Exercise description -
Word for word, print each record, dropping any image it holds.

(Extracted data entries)
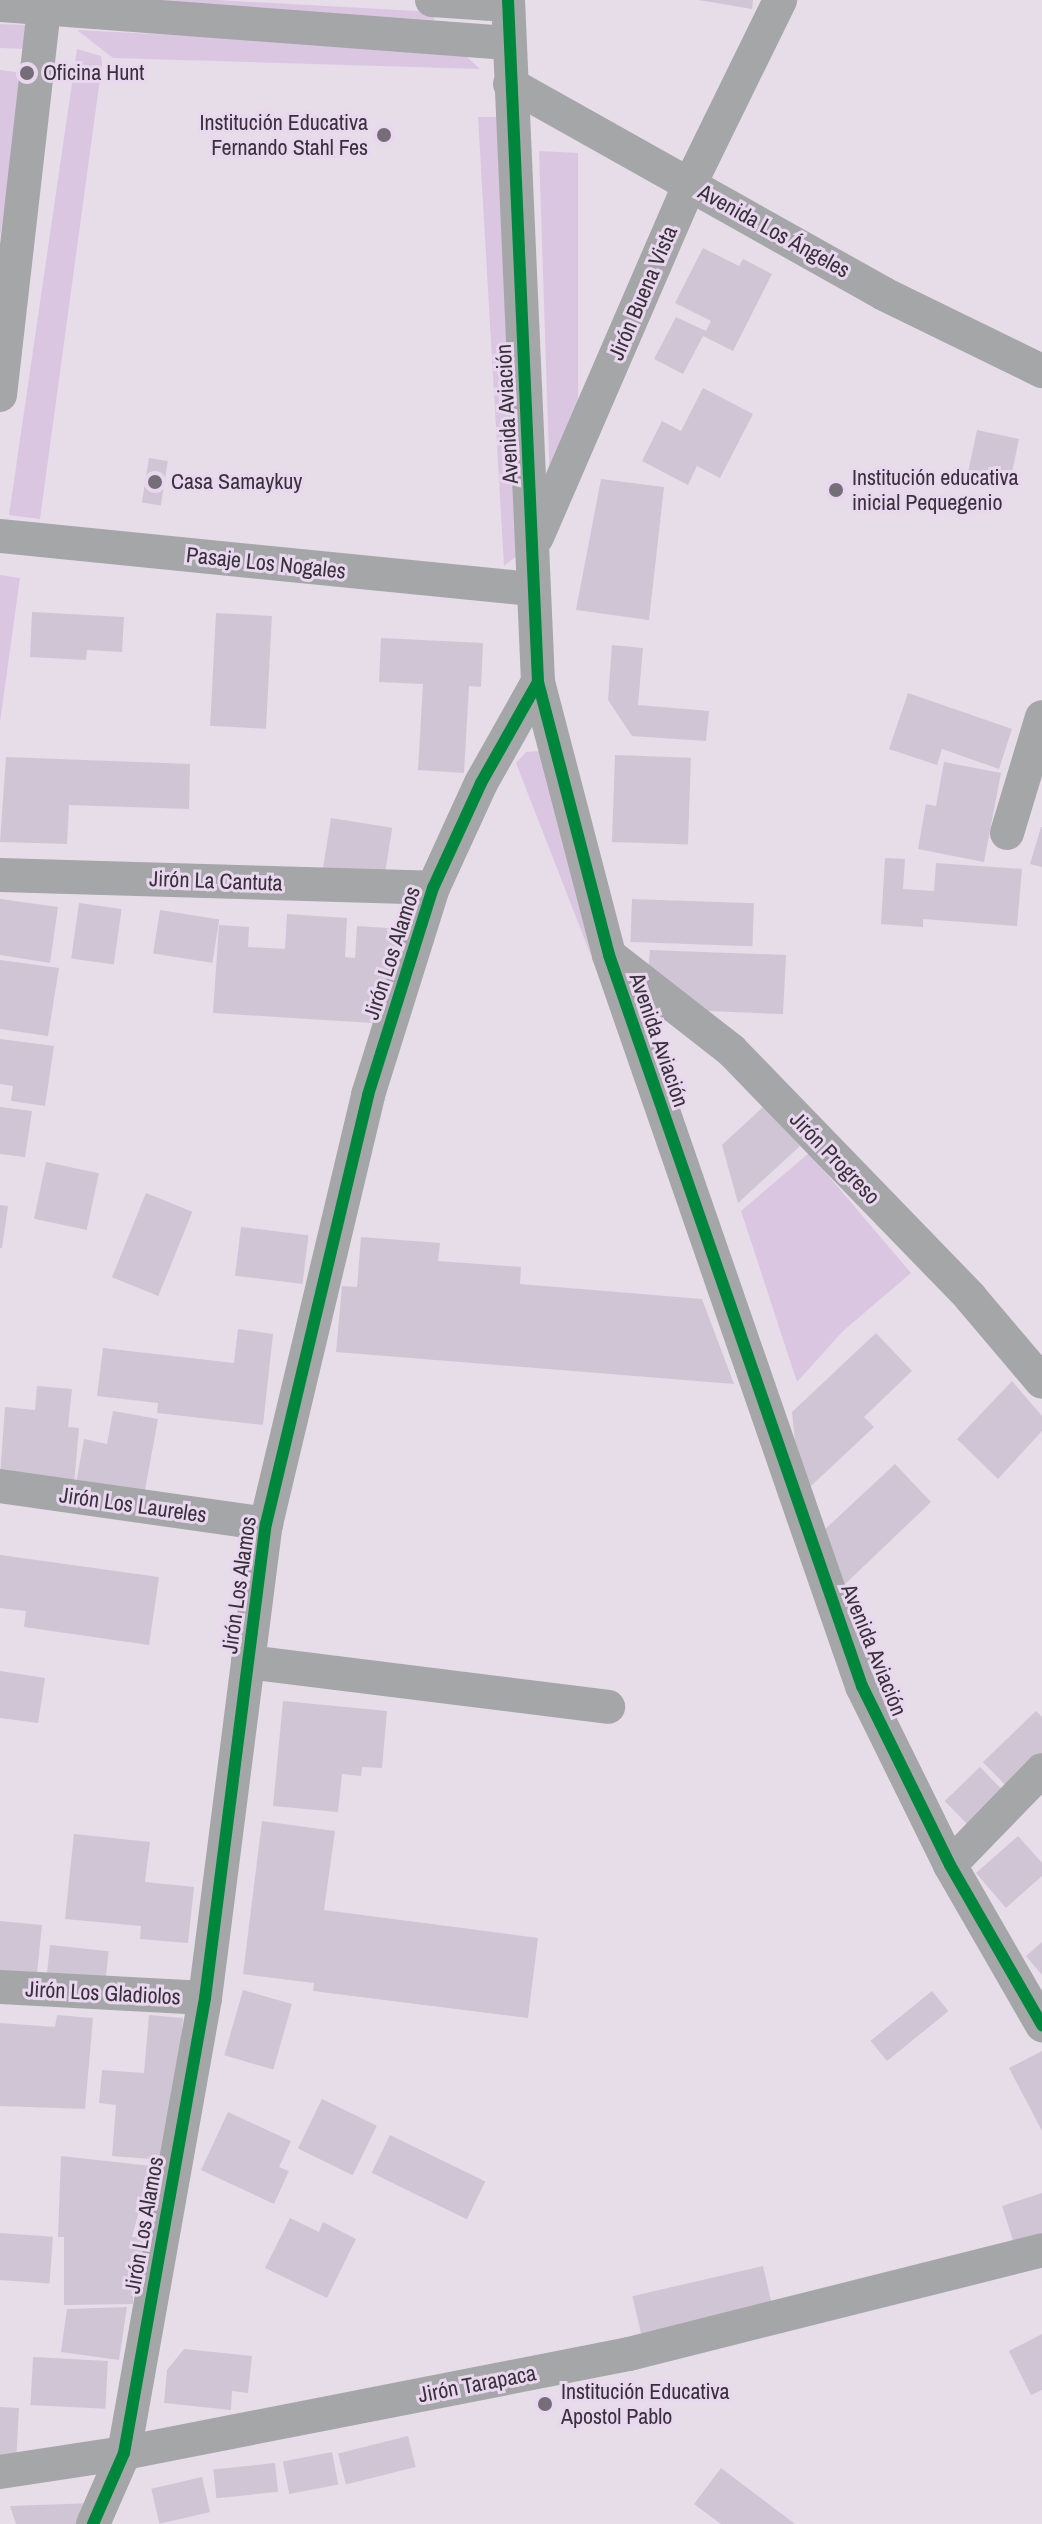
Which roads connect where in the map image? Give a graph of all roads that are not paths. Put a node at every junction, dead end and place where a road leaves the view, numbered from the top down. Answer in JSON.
{"nodes":[{"id":1,"x":432,"y":0,"type":"edge"},
{"id":2,"x":780,"y":0,"type":"edge"},
{"id":3,"x":507,"y":3,"type":"edge"},
{"id":4,"x":0,"y":5,"type":"edge"},
{"id":5,"x":45,"y":5,"type":"edge"},
{"id":6,"x":508,"y":43,"type":"junction"},
{"id":7,"x":510,"y":84,"type":"junction"},
{"id":8,"x":690,"y":184,"type":"junction"},
{"id":9,"x":1042,"y":371,"type":"edge"},
{"id":10,"x":0,"y":395,"type":"edge"},
{"id":11,"x":0,"y":536,"type":"edge"},
{"id":12,"x":534,"y":545,"type":"junction"},
{"id":13,"x":531,"y":589,"type":"junction"},
{"id":14,"x":538,"y":682,"type":"junction"},
{"id":15,"x":1042,"y":719,"type":"edge"},
{"id":16,"x":1007,"y":833,"type":"dead end"},
{"id":17,"x":0,"y":875,"type":"edge"},
{"id":18,"x":433,"y":888,"type":"junction"},
{"id":19,"x":609,"y":955,"type":"junction"},
{"id":20,"x":1042,"y":1382,"type":"edge"},
{"id":21,"x":0,"y":1486,"type":"edge"},
{"id":22,"x":266,"y":1524,"type":"junction"},
{"id":23,"x":248,"y":1662,"type":"junction"},
{"id":24,"x":608,"y":1707,"type":"dead end"},
{"id":25,"x":1042,"y":1770,"type":"edge"},
{"id":26,"x":950,"y":1865,"type":"junction"},
{"id":27,"x":0,"y":1987,"type":"edge"},
{"id":28,"x":205,"y":1998,"type":"junction"},
{"id":29,"x":1042,"y":2025,"type":"edge"},
{"id":30,"x":1042,"y":2250,"type":"edge"},
{"id":31,"x":124,"y":2453,"type":"junction"},
{"id":32,"x":0,"y":2472,"type":"edge"},
{"id":33,"x":93,"y":2524,"type":"edge"}],
"edges":[{"from":1,"to":3,"type":"street"},
{"from":2,"to":8,"type":"street","name":"Jirón Buena Vista"},
{"from":3,"to":6,"type":"street","name":"Avenida Aviación"},
{"from":4,"to":5,"type":"street"},
{"from":5,"to":6,"type":"street"},
{"from":5,"to":10,"type":"street"},
{"from":6,"to":7,"type":"street","name":"Avenida Aviación"},
{"from":7,"to":8,"type":"street","name":"Avenida Los Ángeles"},
{"from":7,"to":12,"type":"street","name":"Avenida Aviación"},
{"from":8,"to":9,"type":"street","name":"Avenida Los Ángeles"},
{"from":8,"to":12,"type":"street","name":"Jirón Buena Vista"},
{"from":11,"to":13,"type":"street","name":"Pasaje Los Nogales"},
{"from":12,"to":13,"type":"street","name":"Avenida Aviación"},
{"from":13,"to":14,"type":"street","name":"Avenida Aviación"},
{"from":14,"to":18,"type":"street","name":"Jirón Los Alamos"},
{"from":14,"to":19,"type":"street","name":"Avenida Aviación"},
{"from":15,"to":16,"type":"street"},
{"from":17,"to":18,"type":"street","name":"Jirón La Cantuta"},
{"from":18,"to":22,"type":"street","name":"Jirón Los Alamos"},
{"from":19,"to":20,"type":"street","name":"Jirón Progreso"},
{"from":19,"to":26,"type":"street","name":"Avenida Aviación"},
{"from":21,"to":22,"type":"street","name":"Jirón Los Laureles"},
{"from":22,"to":23,"type":"street","name":"Jirón Los Alamos"},
{"from":23,"to":24,"type":"street"},
{"from":23,"to":28,"type":"street","name":"Jirón Los Alamos"},
{"from":25,"to":26,"type":"street"},
{"from":26,"to":29,"type":"street","name":"Avenida Aviación"},
{"from":27,"to":28,"type":"street","name":"Jirón Los Gladiolos"},
{"from":28,"to":31,"type":"street","name":"Jirón Los Alamos"},
{"from":30,"to":31,"type":"street","name":"Jirón Tarapaca"},
{"from":31,"to":32,"type":"street","name":"Jirón Tarapaca"},
{"from":31,"to":33,"type":"street","name":"Jirón Los Alamos"}]}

Result of this exercise -
Which roads connect where in the map image? Give a graph of all roads that are not paths. Put a node at every junction, dead end and place where a road leaves the view, numbered from the top down. Answer in JSON.
{"nodes":[{"id":1,"x":432,"y":0,"type":"edge"},
{"id":2,"x":780,"y":0,"type":"edge"},
{"id":3,"x":507,"y":3,"type":"edge"},
{"id":4,"x":0,"y":5,"type":"edge"},
{"id":5,"x":45,"y":5,"type":"edge"},
{"id":6,"x":508,"y":43,"type":"junction"},
{"id":7,"x":510,"y":84,"type":"junction"},
{"id":8,"x":690,"y":184,"type":"junction"},
{"id":9,"x":1042,"y":371,"type":"edge"},
{"id":10,"x":0,"y":395,"type":"edge"},
{"id":11,"x":0,"y":536,"type":"edge"},
{"id":12,"x":534,"y":545,"type":"junction"},
{"id":13,"x":531,"y":589,"type":"junction"},
{"id":14,"x":538,"y":682,"type":"junction"},
{"id":15,"x":1042,"y":719,"type":"edge"},
{"id":16,"x":1007,"y":833,"type":"dead end"},
{"id":17,"x":0,"y":875,"type":"edge"},
{"id":18,"x":433,"y":888,"type":"junction"},
{"id":19,"x":609,"y":955,"type":"junction"},
{"id":20,"x":1042,"y":1382,"type":"edge"},
{"id":21,"x":0,"y":1486,"type":"edge"},
{"id":22,"x":266,"y":1524,"type":"junction"},
{"id":23,"x":248,"y":1662,"type":"junction"},
{"id":24,"x":608,"y":1707,"type":"dead end"},
{"id":25,"x":1042,"y":1770,"type":"edge"},
{"id":26,"x":950,"y":1865,"type":"junction"},
{"id":27,"x":0,"y":1987,"type":"edge"},
{"id":28,"x":205,"y":1998,"type":"junction"},
{"id":29,"x":1042,"y":2025,"type":"edge"},
{"id":30,"x":1042,"y":2250,"type":"edge"},
{"id":31,"x":124,"y":2453,"type":"junction"},
{"id":32,"x":0,"y":2472,"type":"edge"},
{"id":33,"x":93,"y":2524,"type":"edge"}],
"edges":[{"from":1,"to":3,"type":"street"},
{"from":2,"to":8,"type":"street","name":"Jirón Buena Vista"},
{"from":3,"to":6,"type":"street","name":"Avenida Aviación"},
{"from":4,"to":5,"type":"street"},
{"from":5,"to":6,"type":"street"},
{"from":5,"to":10,"type":"street"},
{"from":6,"to":7,"type":"street","name":"Avenida Aviación"},
{"from":7,"to":8,"type":"street","name":"Avenida Los Ángeles"},
{"from":7,"to":12,"type":"street","name":"Avenida Aviación"},
{"from":8,"to":9,"type":"street","name":"Avenida Los Ángeles"},
{"from":8,"to":12,"type":"street","name":"Jirón Buena Vista"},
{"from":11,"to":13,"type":"street","name":"Pasaje Los Nogales"},
{"from":12,"to":13,"type":"street","name":"Avenida Aviación"},
{"from":13,"to":14,"type":"street","name":"Avenida Aviación"},
{"from":14,"to":18,"type":"street","name":"Jirón Los Alamos"},
{"from":14,"to":19,"type":"street","name":"Avenida Aviación"},
{"from":15,"to":16,"type":"street"},
{"from":17,"to":18,"type":"street","name":"Jirón La Cantuta"},
{"from":18,"to":22,"type":"street","name":"Jirón Los Alamos"},
{"from":19,"to":20,"type":"street","name":"Jirón Progreso"},
{"from":19,"to":26,"type":"street","name":"Avenida Aviación"},
{"from":21,"to":22,"type":"street","name":"Jirón Los Laureles"},
{"from":22,"to":23,"type":"street","name":"Jirón Los Alamos"},
{"from":23,"to":24,"type":"street"},
{"from":23,"to":28,"type":"street","name":"Jirón Los Alamos"},
{"from":25,"to":26,"type":"street"},
{"from":26,"to":29,"type":"street","name":"Avenida Aviación"},
{"from":27,"to":28,"type":"street","name":"Jirón Los Gladiolos"},
{"from":28,"to":31,"type":"street","name":"Jirón Los Alamos"},
{"from":30,"to":31,"type":"street","name":"Jirón Tarapaca"},
{"from":31,"to":32,"type":"street","name":"Jirón Tarapaca"},
{"from":31,"to":33,"type":"street","name":"Jirón Los Alamos"}]}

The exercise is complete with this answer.